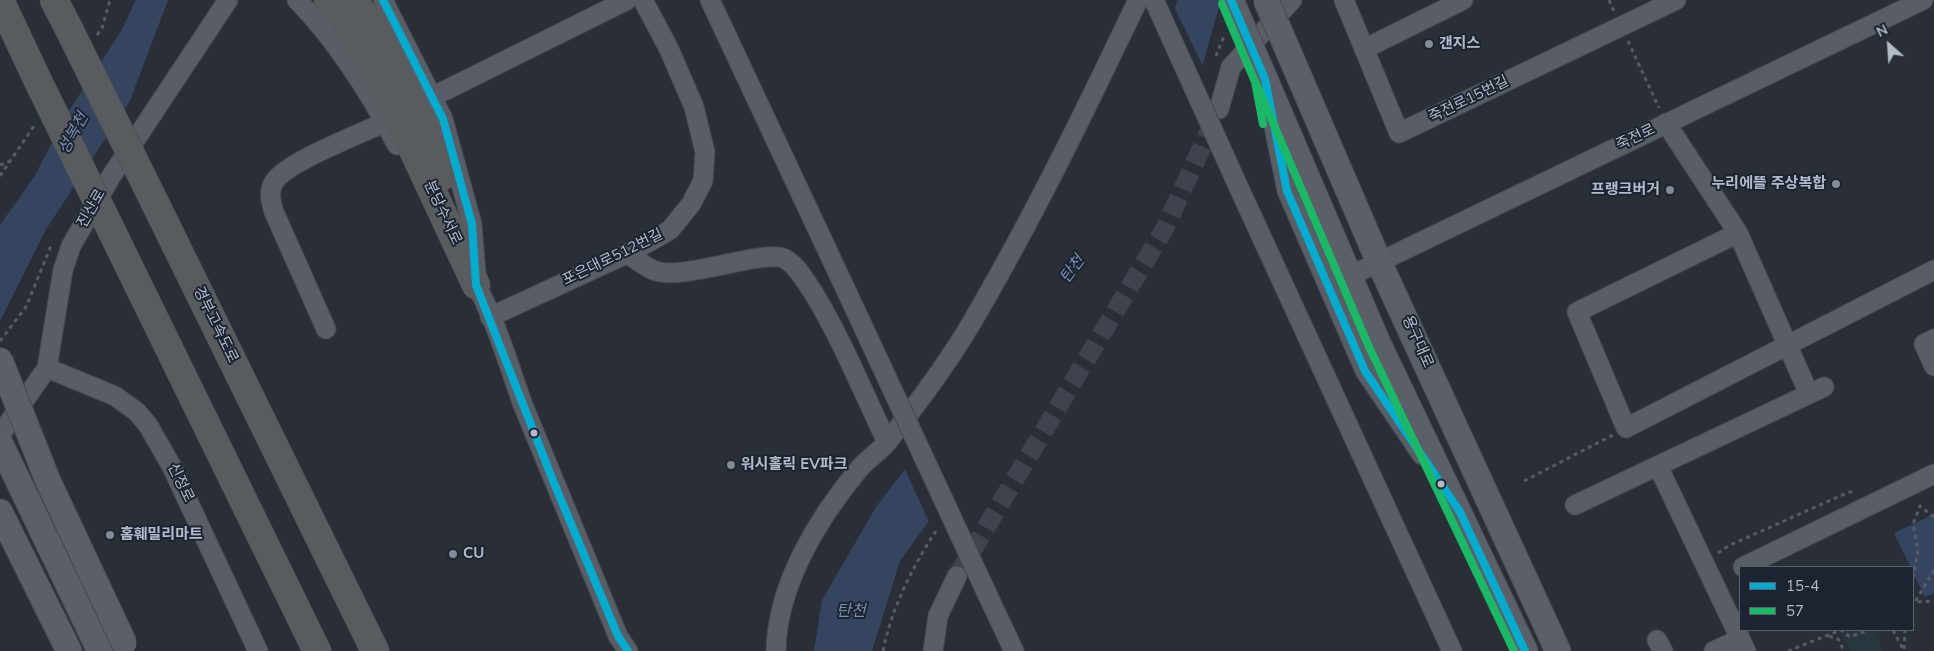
<!DOCTYPE html>
<meta charset="utf-8">
<style>
body{margin:0}
#map{position:relative;width:1934px;height:651px;overflow:hidden;background:#292e37;font-family:"Nunito Sans",sans-serif}
canvas{display:block}
.legend{position:absolute;left:1739px;top:566px;width:175px;height:65px;box-sizing:border-box;background:#1c2432;border:1px solid #58606e;margin:0;padding:6px 9px;list-style:none;font-size:15px;color:#b3bac9}
.legend li{display:flex;align-items:center;gap:10px;height:25px}
.legend b{width:25px;border:1px solid #58606e}
.north{position:absolute;left:1864px;top:20px;width:50px;height:50px;-webkit-text-stroke:4px #1c2432;paint-order:stroke;rotate:334deg;font-size:14px;font-weight:700;line-height:20px;text-align:center;color:#b3bac9}
.north::after{content:'';display:block;margin:auto;width:18px;height:22px;background:#b3bac9;clip-path:polygon(50% 0,100% 100%,50% 72%,0 100%)}
</style>
<div id="map">
<canvas width="1934" height="651"></canvas>
<ul class="legend">
<li><b style="height:6px;background:#06acd0"></b>15-4</li>
<li><b style="height:6px;background:#1ab867"></b>57</li>
</ul>
<div class="north">N</div>
</div>
<script>
const g = document.querySelector('canvas').getContext('2d');
g.lineJoin = 'round';
function fillPath(path, color) { g.fillStyle = color; g.fill(path, 'evenodd'); }
function trace(path, color, width, dash) { g.strokeStyle = color; g.lineWidth = width; g.lineCap = dash ? 'butt' : 'round'; g.setLineDash(dash || []); g.stroke(path); }
function drawText(font, color, halo, rows, align = 'center') {
  g.font = font + ' "Nunito Sans","Noto Sans KR",sans-serif'; g.lineWidth = 4; g.setLineDash([]); g.textBaseline = 'middle'; g.strokeStyle = halo; g.fillStyle = color; for (const [text, x, y, turn = 0] of rows) {
    g.save(); g.translate(x, y); g.rotate((+turn || 0) * Math.PI / 180); g.textAlign = isNaN(turn) ? turn : align; if (halo) g.strokeText(text, 0, 0); g.fillText(text, 0, 0); g.restore();
  }
}
fillPath(new Path2D(`
 M 1847,630 L 1875,630 L 1882,651 L 1850,651 L 1842,635 Z`), '#26383d');
fillPath(new Path2D(`
 M 136,0 L 168,0 L 130,101 L 45,231 L 0,321 L 0,225 L 34,177 L 70,109 L 120,33 Z
 M 1177,0 L 1221,0 L 1180,145 L 997,427 L 900,561 L 872,651 L 814,651 L 822,600 L 876,507 L 1143,158 Z
 M 1934,514 L 1934,593 L 1925,597 L 1894,533 Z`), '#354560');
fillPath(new Path2D(`
 M 1173,5 L 1204,68 L 1183,146 L 999,428 L 930,524 L 904,467 L 1140,157 Z`), '#292e37');
trace(new Path2D(`
 M 957,576 L 1165,228 L 1217,114`), '#3e434d', 19, [19, 9]);
const minor = new Path2D(`
 M 297,0 C 338,42 370,93 397,145
 M 383,0 L 443,119 L 472,224 L 476,274
 M 710,0 L 860,320
 M 1344,0 L 1399,133 L 1676,0
 M 1364,49 L 1463,0
 M 432,97 L 627,0
 M 1219,109 L 1231,67 L 1292,0
 M 1271,112 L 1287,191 L 1365,371 L 1422,455
 M 1666,123 L 1738,233 L 1809,394
 M 1239,188 L 1452,651
 M 1738,233 L 1577,312 L 1626,428 L 1934,270
 M 627,253 C 635,259 644,266 653,270 C 681,283 768,246 787,260 C 799,268 805,281 813,292 C 842,340 863,392 887,442
 M 470,275 C 492,308 509,366 523,405 C 554,482 586,559 618,636 L 628,651
 M 1350,276 L 1923,0
 M 490,317 L 635,250 L 670,230 L 691,204 L 703,181 L 705,152 L 694,107 L 669,49 L 643,0
 M 326,329 L 274,212 C 271,202 268,192 274,182 C 286,162 361,134 385,122
 M 1934,339 L 1924,344 L 1934,366
 M 47,368 L 115,396 L 137,412 L 148,425 L 172,467 L 258,651
 M 0,435 L 47,368 L 63,270 L 71,246 L 110,178 L 228,0
 M 1658,466 L 1746,651
 M 1575,505 L 1824,387
 M 1743,567 L 1934,474
 M 989,598 L 1014,651
 M 1657,640 L 1663,651
 M 776,651 C 777,585 818,518 859,469 C 868,458 881,451 889,440 C 918,403 948,363 972,322 C 1033,218 1086,109 1138,0
 M 933,651 L 938,616 L 957,576
 M 1714,651 L 1740,639`);
const major = new Path2D(`
 M 1280,32 L 1379,262 L 1558,651
 M 1265,79 L 1378,343 L 1525,651
 M 0,443 L 100,651
 M 0,512 L 69,651`);
const highway = new Path2D(`
 M 0,0 L 37,79
 M 54,0 L 67,25
 M 328,0 L 342,17 L 378,75 L 476,285
 M 353,0 C 394,52 420,115 441,177
 M 157,207 L 375,651
 M 120,248 L 317,651`);
trace(minor, '#454950', 21);
trace(major, '#474b54', 27);
trace(highway, '#464a53', 29);
trace(new Path2D(`
 M 1609,0 L 1614,11
 M 97,35 L 102,28 L 110,0
 M 1628,41 L 1659,108
 M 1216,56 L 1224,36
 M 0,165 L 10,161
 M 0,176 L 36,123
 M 0,341 L 26,307 L 51,246
 M 1524,481 L 1613,435
 M 1718,553 L 1728,546 L 1849,492 L 1856,492
 M 1934,570 L 1915,602 L 1934,601
 M 1913,578 L 1918,551 L 1913,524 L 1920,506 L 1934,517
 M 1893,630 L 1904,651
 M 1829,636 L 1838,639 L 1844,651
 M 1904,649 L 1905,630
 M 883,651 C 891,610 912,567 936,531
 M 1788,651 L 1841,630 L 1850,637 L 1868,630`), '#565c63', 3, [4, 4]);
trace(minor, '#595d65', 19);
trace(major, '#5b5f67', 25);
trace(highway, '#595c5f', 28);
const minorBridge = new Path2D(`
 M 1154,0 L 1239,188
 M 860,320 L 989,598`);
const majorBridge = new Path2D(`
 M 1231,0 L 1265,79
 M 1266,0 L 1280,32
 M 0,360 L 48,481 L 124,643`);
const highwayBridge = new Path2D(`
 M 67,25 L 157,207
 M 37,79 L 120,248`);
trace(minorBridge, '#454950', 21, []);
trace(majorBridge, '#474b54', 27, []);
trace(highwayBridge, '#464a53', 29, []);
trace(minorBridge, '#595d65', 19);
trace(majorBridge, '#5b5f67', 25);
trace(highwayBridge, '#595c5f', 28);
trace(new Path2D(`
 M 383,0 L 443,119 L 472,224 L 476,285 L 554,483 L 618,636 L 628,651
 M 1231,0 L 1265,79 L 1287,191 L 1365,371 L 1460,512 L 1525,651`), '#06acd0', 8);
trace(new Path2D(`
 M 1222,4 L 1255,82 L 1263,124
 M 1256,83 L 1369,347 L 1514,651`), '#1ab867', 8);
for (const [x, y, r, color] of [
 [1429,44,5,"#838996"],
 [1836,184,5,"#838996"],
 [1670,190,5,"#838996"],
 [534,433,4.5,"#b3bac9"],
 [731,465,5,"#838996"],
 [1441,484,4.5,"#b3bac9"],
 [110,535,5,"#838996"],
 [453,554,5,"#838996"]
]) { const dot = new Path2D(); dot.arc(x, y, r, 0, 2 * Math.PI); g.fillStyle = color; g.fill(dot); trace(dot, '#1c2432', 2); }
drawText('bold 15px', '#b3bac9', '#1c2432', [
 ["갠지스",1439,44],
 ["누리에뜰 주상복합",1826,184,"right"],
 ["프랭크버거",1660,190,"right"],
 ["워시홀릭 EV파크",741,465],
 ["홈훼밀리마트",120,535],
 ["CU",463,554]
], 'left');
drawText('15px', '#b3bac9', '#1c2432', [
 ["죽전로15번길",1469,100,-26],
 ["죽전로",1636,138,-26],
 ["진산로",92,209,-60],
 ["분당수서로",442,213,65],
 ["포은대로512번길",613,258,-26],
 ["경부고속도로",215,325,64],
 ["용구대로",1417,342,66],
 ["신정로",180,483,64]
]);
drawText('italic 16px', '#7a8eb1', '#1c2432', [
 ["성복천",74,134,-61],
 ["탄천",1073,270,-53],
 ["탄천",851,612]
]);
</script>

== == ==

■ **Task**
Reproduce exactly the stretch of the material above that starts at the line with "M 860,320 L" and ends at the line with "M 383,0 L 443,119 L 472,224 L 476,285", both included, and nothing else.

■ **Answer area**
 M 860,320 L 989,598`);
const majorBridge = new Path2D(`
 M 1231,0 L 1265,79
 M 1266,0 L 1280,32
 M 0,360 L 48,481 L 124,643`);
const highwayBridge = new Path2D(`
 M 67,25 L 157,207
 M 37,79 L 120,248`);
trace(minorBridge, '#454950', 21, []);
trace(majorBridge, '#474b54', 27, []);
trace(highwayBridge, '#464a53', 29, []);
trace(minorBridge, '#595d65', 19);
trace(majorBridge, '#5b5f67', 25);
trace(highwayBridge, '#595c5f', 28);
trace(new Path2D(`
 M 383,0 L 443,119 L 472,224 L 476,285 L 554,483 L 618,636 L 628,651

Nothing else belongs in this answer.